#### What is required
Set down the complete data exactly as it appears below.

------ Data to examine ------

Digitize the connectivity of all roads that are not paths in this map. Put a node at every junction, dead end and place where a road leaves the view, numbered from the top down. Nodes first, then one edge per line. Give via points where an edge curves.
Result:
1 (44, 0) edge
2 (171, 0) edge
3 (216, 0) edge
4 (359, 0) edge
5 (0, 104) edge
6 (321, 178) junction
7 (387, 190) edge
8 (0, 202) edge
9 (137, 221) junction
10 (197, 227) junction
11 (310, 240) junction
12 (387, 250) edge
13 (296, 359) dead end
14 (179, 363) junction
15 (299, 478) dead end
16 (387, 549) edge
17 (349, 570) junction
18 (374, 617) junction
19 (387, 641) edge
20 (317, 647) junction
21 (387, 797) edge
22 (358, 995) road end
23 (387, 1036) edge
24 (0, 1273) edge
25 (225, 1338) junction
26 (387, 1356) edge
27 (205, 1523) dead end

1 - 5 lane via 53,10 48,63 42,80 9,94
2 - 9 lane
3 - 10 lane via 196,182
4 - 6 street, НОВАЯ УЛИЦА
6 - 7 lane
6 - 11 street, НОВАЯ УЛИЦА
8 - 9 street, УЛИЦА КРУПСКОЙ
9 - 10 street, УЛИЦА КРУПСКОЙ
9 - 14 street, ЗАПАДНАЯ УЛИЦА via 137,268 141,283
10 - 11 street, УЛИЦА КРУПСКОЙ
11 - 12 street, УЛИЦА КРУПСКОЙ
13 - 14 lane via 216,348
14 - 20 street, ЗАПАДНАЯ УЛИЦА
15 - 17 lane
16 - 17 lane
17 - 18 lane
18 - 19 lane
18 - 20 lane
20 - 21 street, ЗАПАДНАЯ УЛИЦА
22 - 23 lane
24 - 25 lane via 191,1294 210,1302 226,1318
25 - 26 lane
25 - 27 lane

------

#### Exercise answer
Digitize the connectivity of all roads that are not paths in this map. Put a node at every junction, dead end and place where a road leaves the view, numbered from the top down. Nodes first, then one edge per line. Give via points where an edge curves.
Result:
1 (44, 0) edge
2 (171, 0) edge
3 (216, 0) edge
4 (359, 0) edge
5 (0, 104) edge
6 (321, 178) junction
7 (387, 190) edge
8 (0, 202) edge
9 (137, 221) junction
10 (197, 227) junction
11 (310, 240) junction
12 (387, 250) edge
13 (296, 359) dead end
14 (179, 363) junction
15 (299, 478) dead end
16 (387, 549) edge
17 (349, 570) junction
18 (374, 617) junction
19 (387, 641) edge
20 (317, 647) junction
21 (387, 797) edge
22 (358, 995) road end
23 (387, 1036) edge
24 (0, 1273) edge
25 (225, 1338) junction
26 (387, 1356) edge
27 (205, 1523) dead end

1 - 5 lane via 53,10 48,63 42,80 9,94
2 - 9 lane
3 - 10 lane via 196,182
4 - 6 street, НОВАЯ УЛИЦА
6 - 7 lane
6 - 11 street, НОВАЯ УЛИЦА
8 - 9 street, УЛИЦА КРУПСКОЙ
9 - 10 street, УЛИЦА КРУПСКОЙ
9 - 14 street, ЗАПАДНАЯ УЛИЦА via 137,268 141,283
10 - 11 street, УЛИЦА КРУПСКОЙ
11 - 12 street, УЛИЦА КРУПСКОЙ
13 - 14 lane via 216,348
14 - 20 street, ЗАПАДНАЯ УЛИЦА
15 - 17 lane
16 - 17 lane
17 - 18 lane
18 - 19 lane
18 - 20 lane
20 - 21 street, ЗАПАДНАЯ УЛИЦА
22 - 23 lane
24 - 25 lane via 191,1294 210,1302 226,1318
25 - 26 lane
25 - 27 lane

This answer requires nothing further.